Synonyms: Amoeba limax, Entamoeba nana, Endolimax intestinalis, Endolimax cynomolgi, Endolimax suis, Councilmania tenuis.
Hosts: Man, pig, gorilla, chimpanzee, gibbon, macaques and other monkeys and baboons, including Macaca mulatta, M. irus, M. sinica, M. sancti-johannis, M. lasiotis, M. philippinensis, Papio papio, Cercocebus aethiops, Cercopithecus ascanius, Gamadrillus sp., and Erythrocebus patas (see Mackinnon and Dibb, 1938). These authors also reported a morphologically indistinguishable form from the capybara (Hydrochoerus capybara) and tree porcupine (Coendou prehensilis).
It is quite likely that E. ratti (see below) may be a synonym of E. nana, so that the latter's host range may be even broader than that given above. Chiang (1925) considered E. ratti a separate species because he was unable to infect 14 rats with E. nana from man. However, Kessel (1928) succeeded in doing so, and Smith (1928) found an E. nana-like amoeba in 4 of 63 rats which had been fed human feces but did not know whether it had already been present in the rats.
Dobell (1933) transmitted E. nana from Macaca sinica to a man (himself) and from man to M. mulatta. Kessel (1928) infected M. irus with E. nana from man. However, Simitch et al. (1959) were unable to infect 4 young pigs with E. nana from man and consequently named the pig form E. suis; they gave no details of their experiments.
Location: Cecum, colon. Hegner (1929) and Dobell (1933) found E. nana in the vagina of macaques, where it was most likely of fecal origin.
Geographic Distribution: Worldwide.
Prevalence: E. nana is common in man. According to Belding (1952), it was found in 20.5% of 18,333 persons in 20 surveys thruout the world and in about 14% of those examined in the United States. Frye and Meleney (1932) found it in 5.5% of 127 pigs in Tennessee, Alicata (1932) found it in 1 of 35 pigs in the U.S., Kessel (1928) found it in 14% of the pigs examined by him in China, and Chang (1938) found it in 15% of 209 pigs in China. Simitch et al. (1959) found it in 8% of 1800 pigs in Yugoslavia.
Morphology: The trophozoites are 6 to 15 u in diameter with an average of 10 u. They move sluggishly by means of a few blunt, thick pseudopods. The endoplasm is granular, vacuolated and contains bacteria and crystals. The nucleus contains a large, irregular endosome composed of a number of chromatin granules. Several achromatic fibrils run from the endosome to the nuclear membrane. There are ordinarily no peripheral chromatin granules, but Stabler (1932) noted that they are formed after fixation in Schaudinn's fluid containing 20% acetic acid. The cysts are oval, often irregular, and thin-walled; they are usually 8 to 10 u long but may range from 5 to 14 u. The mature cysts contain 4 nuclei, and they may contain ill-defined glycogen bodies. They have no chromatoid bodies but may have small granules resembling volutin and occasionally a few filaments of uncertain nature.

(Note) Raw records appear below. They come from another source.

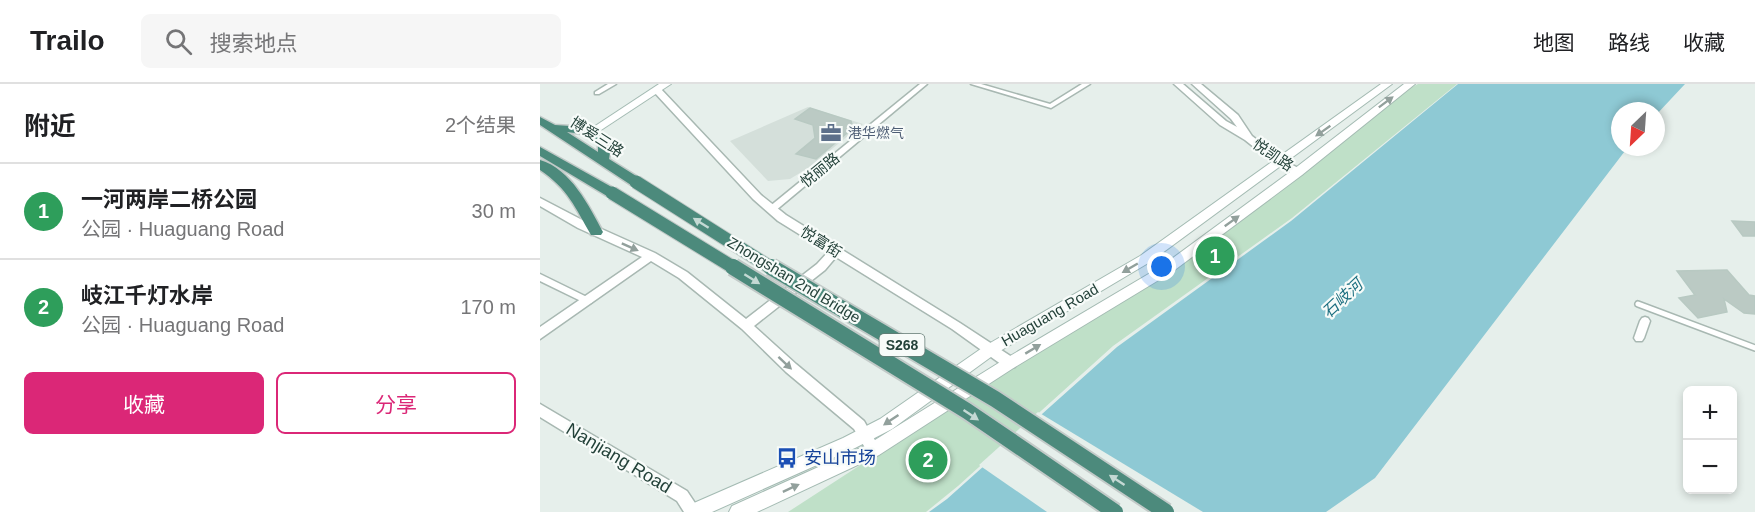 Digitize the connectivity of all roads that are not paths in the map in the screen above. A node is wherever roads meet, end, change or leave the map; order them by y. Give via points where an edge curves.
1 (612, 84) edge
2 (924, 84) edge
3 (974, 84) edge
4 (1087, 84) edge
5 (1178, 84) edge
6 (1196, 84) edge
7 (1387, 84) edge
8 (1410, 84) edge
9 (661, 87) edge
10 (597, 93) dead end
11 (540, 120) edge
12 (553, 128) junction
13 (591, 132) junction
14 (1248, 138) junction
15 (540, 151) edge
16 (603, 160) junction
17 (1279, 162) junction
18 (540, 164) edge
19 (1298, 172) junction
20 (540, 178) edge
21 (563, 182) junction
22 (636, 182) joint
23 (612, 193) junction
24 (540, 201) edge
25 (772, 209) junction
26 (596, 232) junction
27 (835, 251) junction
28 (651, 256) junction
29 (540, 277) edge
30 (588, 301) junction
31 (1638, 304) dead end
32 (1645, 321) dead end
33 (746, 326) junction
34 (540, 334) edge
35 (1639, 338) dead end
36 (1755, 348) edge
37 (990, 350) junction
38 (1010, 363) junction
39 (540, 410) edge
40 (866, 434) junction
41 (873, 450) junction
42 (693, 512) edge
43 (738, 512) edge
44 (1115, 512) edge
45 (1166, 512) edge

1 - 10 street
2 - 25 street, 悦丽路
3 - 4 street via 1051,106
5 - 14 street, 悦凯路 via 1223,123
6 - 14 street, 悦凯路 via 1235,117
7 -> 17 main road, Huaguang Road
19 -> 8 main road, Huaguang Road
9 - 13 main road
9 - 25 street, 悦富街
11 - 12 highway, 博爱三路 / S268
12 - 13 highway
12 - 16 highway, 博爱三路 / S268
13 - 16 highway via 604,139
14 - 17 street, 悦凯路
15 - 23 highway, S268
16 - 22 highway, 博爱三路 / S268
17 - 19 street, 悦凯路
17 -> 37 main road, Huaguang Road via 1145,259
18 - 21 highway
38 -> 19 main road, Huaguang Road via 1167,268
20 - 21 highway
21 - 23 highway
21 - 26 highway via 579,199
45 -> 22 highway, Zhongshan 2nd Bridge / S268, bridge via 995,399 808,291
23 -> 44 highway, Zhongshan 2nd Bridge / S268, bridge via 967,411
24 - 26 street
25 - 27 street, 悦富街
26 -> 28 street
27 - 33 street via 821,267
27 - 37 street, 悦富街
28 - 30 street
28 - 33 street via 683,275
29 - 30 street
30 - 34 street
31 - 36 lane
32 - 35 street
33 -> 40 street
37 - 38 street, 悦富街
37 -> 40 main road, Huaguang Road
38 - 41 main road, Huaguang Road
39 - 42 street, Nanjiang Road via 682,496
40 - 41 street
40 - 42 main road, Huaguang Road
43 -> 41 main road, Huaguang Road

Life Cycle: Reproduction is by binary fission in the trophozoite stage. The amoeba which leaves the cyst is multinucleate, but it divides into uninucleate amoebulae which grow into ordinary trophozoites.
Pathogenesis: E. nana is non-pathogenic.
Bionomics and Epidemiology: E. nana is transmitted in the same way as other enteric amoebae. Dobell (1933) found that its cysts could live at least 2 weeks at room temperature (15-24° C) and at least 3 weeks at 10° C, while all the trophozoites died in 24 hours at both temperatures. Frye and Meleney (1932) found E. nana cysts in 1 out of 46 lots of flies which they examined in Tennessee.
Cultivation: This species can be cultivated in the usual media.
Treatment: Little is known about the treatment of E. nana. Dobell (1933) and others found that emetine has no effect on it.
Prevention and Control: The same preventive measures recommended for E. histolytica will also prevent E. nana infections.